Para o professor, redes sociais correspondem a pessoas interagindo por qualquer meio. Já as mídias sociais são as ferramentas como Twitter e Facebook, por exemplo.
“A interação acontece independentemente das nossas intenções de disciplinar o fluxo, guardá-lo ou congelá-lo”
O senhor distingue mídias sociais de redes sociais. Quais são, exatamente, essas diferenças?
Redes sociais são pessoas interagindo, por qualquer meio. A interação pode ocorrer presencialmente ou à distância. Mídias sociais são apenas ferramentas. Como o nome está dizendo, são “meios” como o Twitter e o Facebook ou uma plataforma digital de netweaving, como o Ning ou o Elgg. Normalmente existem três grandes confusões acerca dessa distinção.
Quais seriam essas confusões e como poderíamos desfazê-las?
É normal confundir descentralização com distribuição, participação com interação e site da rede com rede. Ninguém pode entender o que é a rede se não entender essas diferenças. Chamamos de redes sociais aquelas que são mais distribuídas do que centralizadas. Redes mais centralizadas do que distribuídas são hierarquias. Redes sociais são ambiente de interação, não de participação. Não se pode entender a sociedade em rede sem entender a interação. O problema é que estamos tão intoxicados pelas ideologias participacionistas do século passado que confundimos participação com interação. Está aí a web 2.0 que não me deixa mentir. Tudo se resume a curtir, votar, adicionar… As caixinhas já estão prontas. Quando você clica nelas a interação já se perdeu. Só os donos dessas plataformas têm acesso aos dados que você e todos os outros participantes jogaram nos alçapões que eles construíram. Típico do participacionismo, onde há sempre uma oligarquia com poderes regulatórios. O participacionismo foi uma espécie de tentativa de salvar do incêndio os esquemas de “comando-e-controle”; um esforço para ficar fora do abismo da interação. A participação está mais ou menos como o “creative commons” está para o domínio público.
Entender a sociedade em rede é entender as redes, e entender as redes é entender a fenomenologia da interação. Nela as coisas são diferentes. Elas acontecem independentemente de nossas intenções de disciplinar o fluxo, guardá-lo ou congelá-lo. Não é possível gerar artificialmente escassez introduzindo processos de votação ou preferência. É possível arrebanhar as pessoas em um espaço participativo para depois conduzi-las. Quando a interatividade aumenta, é porque os graus de conectividade e distribuição da sua rede social aumentaram, ou, dizendo de outra forma, os graus de separação diminuíram e o mundo social se contraiu.
Por fim, confunde-se redes com mídias sociais.

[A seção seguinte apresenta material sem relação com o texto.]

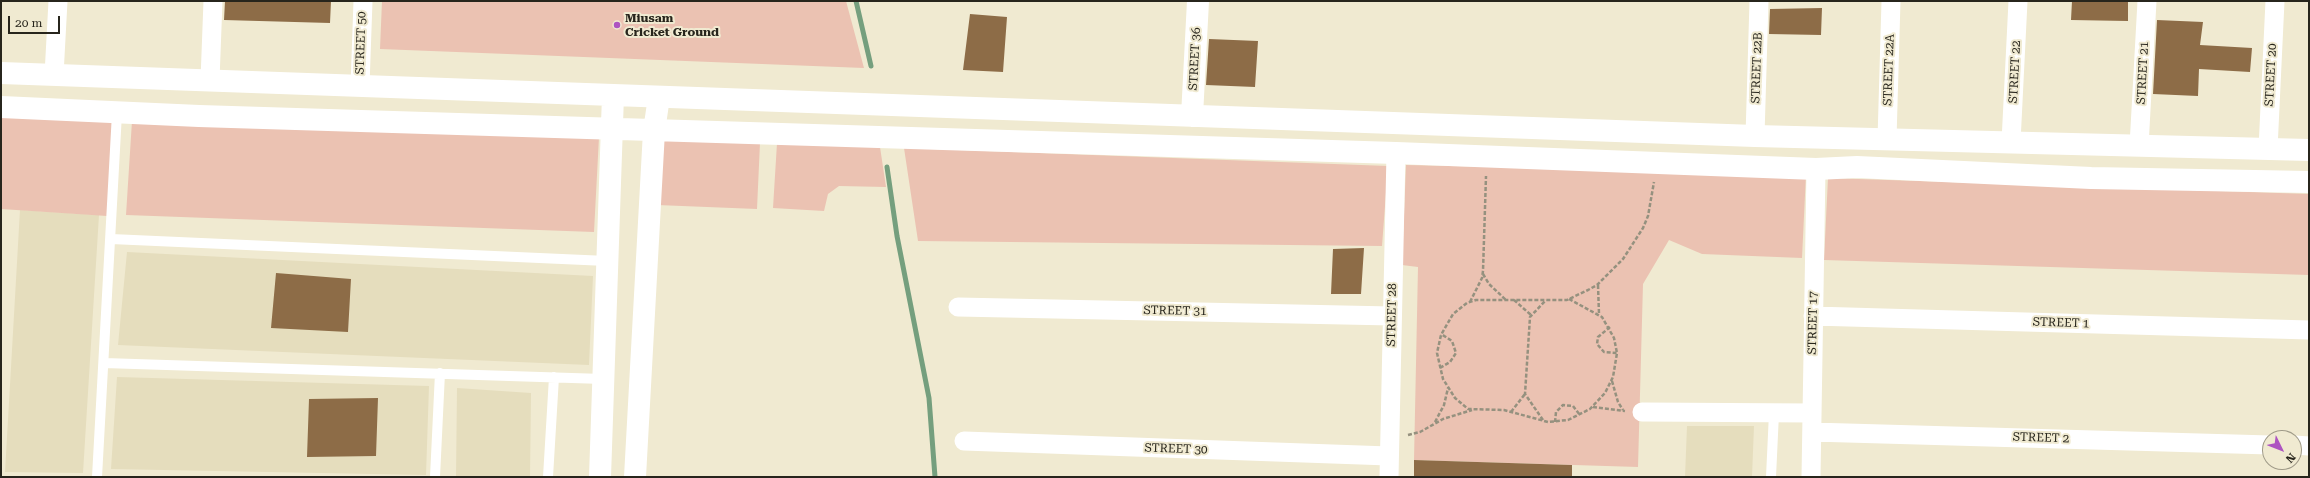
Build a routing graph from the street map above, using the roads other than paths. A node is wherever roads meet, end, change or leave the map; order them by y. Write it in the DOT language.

Redes sociais existem desde que existe sociedade humana, com pessoas interagindo. Pode-se interagir utilizando diferentes mídias: gestos, sinais, conversas presenciais, tambores (como faziam os pigmeus), sinais de fumaça (como faziam os Apaches), cartas… por aí vai. Ao confundir os sites da rede (as mídias sociais) com as redes, estamos dizendo que não existe uma rede (uma realidade social) se não houver um site (um artefato digital).